ROC stands for receiver operating characteristic and the graph is plotted against TPR and FPR for various threshold values. As TPR increases FPR also increases. As you can see in the first figure, we have four categories and we want the threshold value that leads us closer to the top left corner. Comparing different predictors (here 3) on a given dataset also becomes easy as you can see in figure 2, one can choose the threshold according to the application at hand. ROC AUC is just the area under the curve, the higher its numerical value the better.

PR vs ROC curve

Both the metrics are widely used to judge a models performance.

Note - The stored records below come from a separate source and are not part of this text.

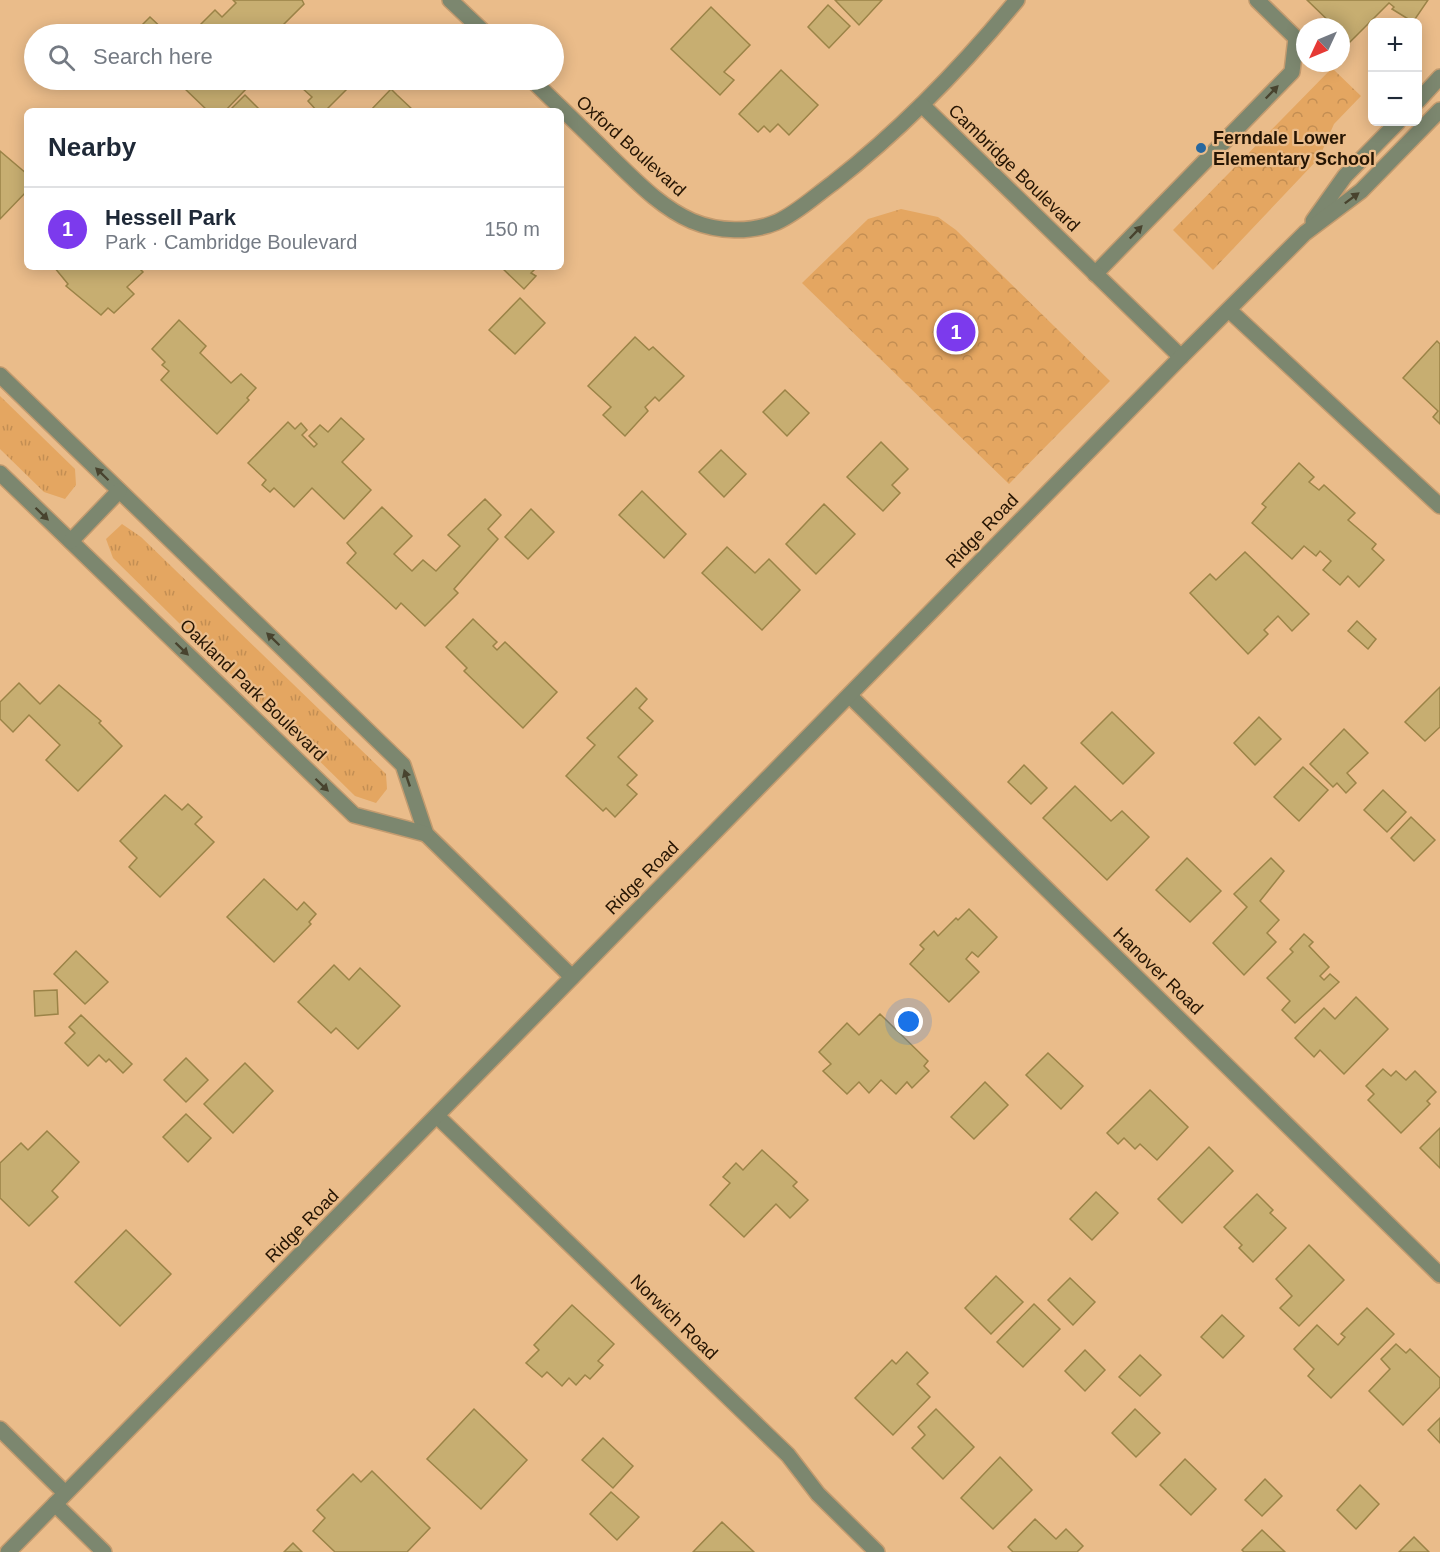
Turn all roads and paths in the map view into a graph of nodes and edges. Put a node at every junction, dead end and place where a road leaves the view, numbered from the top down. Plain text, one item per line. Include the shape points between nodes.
1 (450, 0) edge
2 (1017, 0) edge
3 (1257, 0) edge
4 (475, 24) edge
5 (1440, 77) edge
6 (542, 90) edge
7 (1422, 97) edge
8 (922, 105) junction
9 (561, 108) edge
10 (1440, 110) edge
11 (564, 111) edge
12 (1394, 126) edge
13 (1305, 233) junction
14 (1095, 274) junction
15 (1229, 310) junction
16 (1180, 357) junction
17 (0, 375) edge
18 (0, 473) edge
19 (120, 491) junction
20 (1440, 506) edge
21 (70, 541) junction
22 (850, 696) junction
23 (426, 834) junction
24 (572, 977) junction
25 (437, 1116) junction
26 (1440, 1275) edge
27 (0, 1429) edge
28 (60, 1498) junction
29 (8, 1552) edge
30 (104, 1552) edge
31 (877, 1552) edge

1 - 4 street
2 - 8 street, Cambridge Boulevard
14 -> 3 street via 1292,72 1296,38
5 - 7 street
6 - 9 street, Oxford Boulevard
8 - 11 street, Oxford Boulevard via 880,145 797,209 777,222 737,230 694,222 675,212 641,186
8 - 14 street, Cambridge Boulevard
13 -> 10 street, Ridge Road via 1361,191
12 - 13 street, Ridge Road via 1345,176
13 - 15 street, Ridge Road
14 - 16 street, Cambridge Boulevard
15 - 16 street, Ridge Road
15 - 20 street
16 - 22 street, Ridge Road
19 -> 17 street, Oakland Park Boulevard
18 -> 21 street, Oakland Park Boulevard
19 - 21 street
23 -> 19 street, Oakland Park Boulevard via 403,765
21 -> 23 street, Oakland Park Boulevard via 354,815
22 - 24 street, Ridge Road
22 - 26 street, Hanover Road
23 - 24 street, Oakland Park Boulevard
24 - 25 street, Ridge Road
25 - 28 street, Ridge Road
25 - 31 street, Norwich Road via 788,1455 818,1494
27 - 28 street
28 - 29 street, Ridge Road
28 - 30 street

Which one to use PR or ROC?

The answer lies in TRUE NEGATIVES.

Due to the absence of TN in the precision-recall equation, they are useful in imbalanced classes. In the case of class imbalance when there is a majority of the negative class. The metric doesn’t take much into consideration the high number of TRUE NEGATIVES of the negative class which is in majority, giving better resistance to the imbalance. This is important when the detection of the positive class is very important.

Like to detect cancer patients, which has a high class imbalance because very few have it out of all the diagnosed. We certainly don’t want to miss on a person having cancer and going undetected (recall) and be sure the detected one is having it (precision).

Due to the consideration of TN or the negative class in the ROC equation, it is useful when both the classes are important to us. Like the detection of cats and dog. The importance of true negatives makes sure that both the classes are given importance, like the output of a CNN model in determining the image is of a cat or a dog.


The evaluation metric to use depends heavily on the task at hand. For a long time, accuracy was the only measure I used, which is really a vague option. I hope this blog would have been useful for you. That’s all from my side. Feel free to suggest corrections and improvements.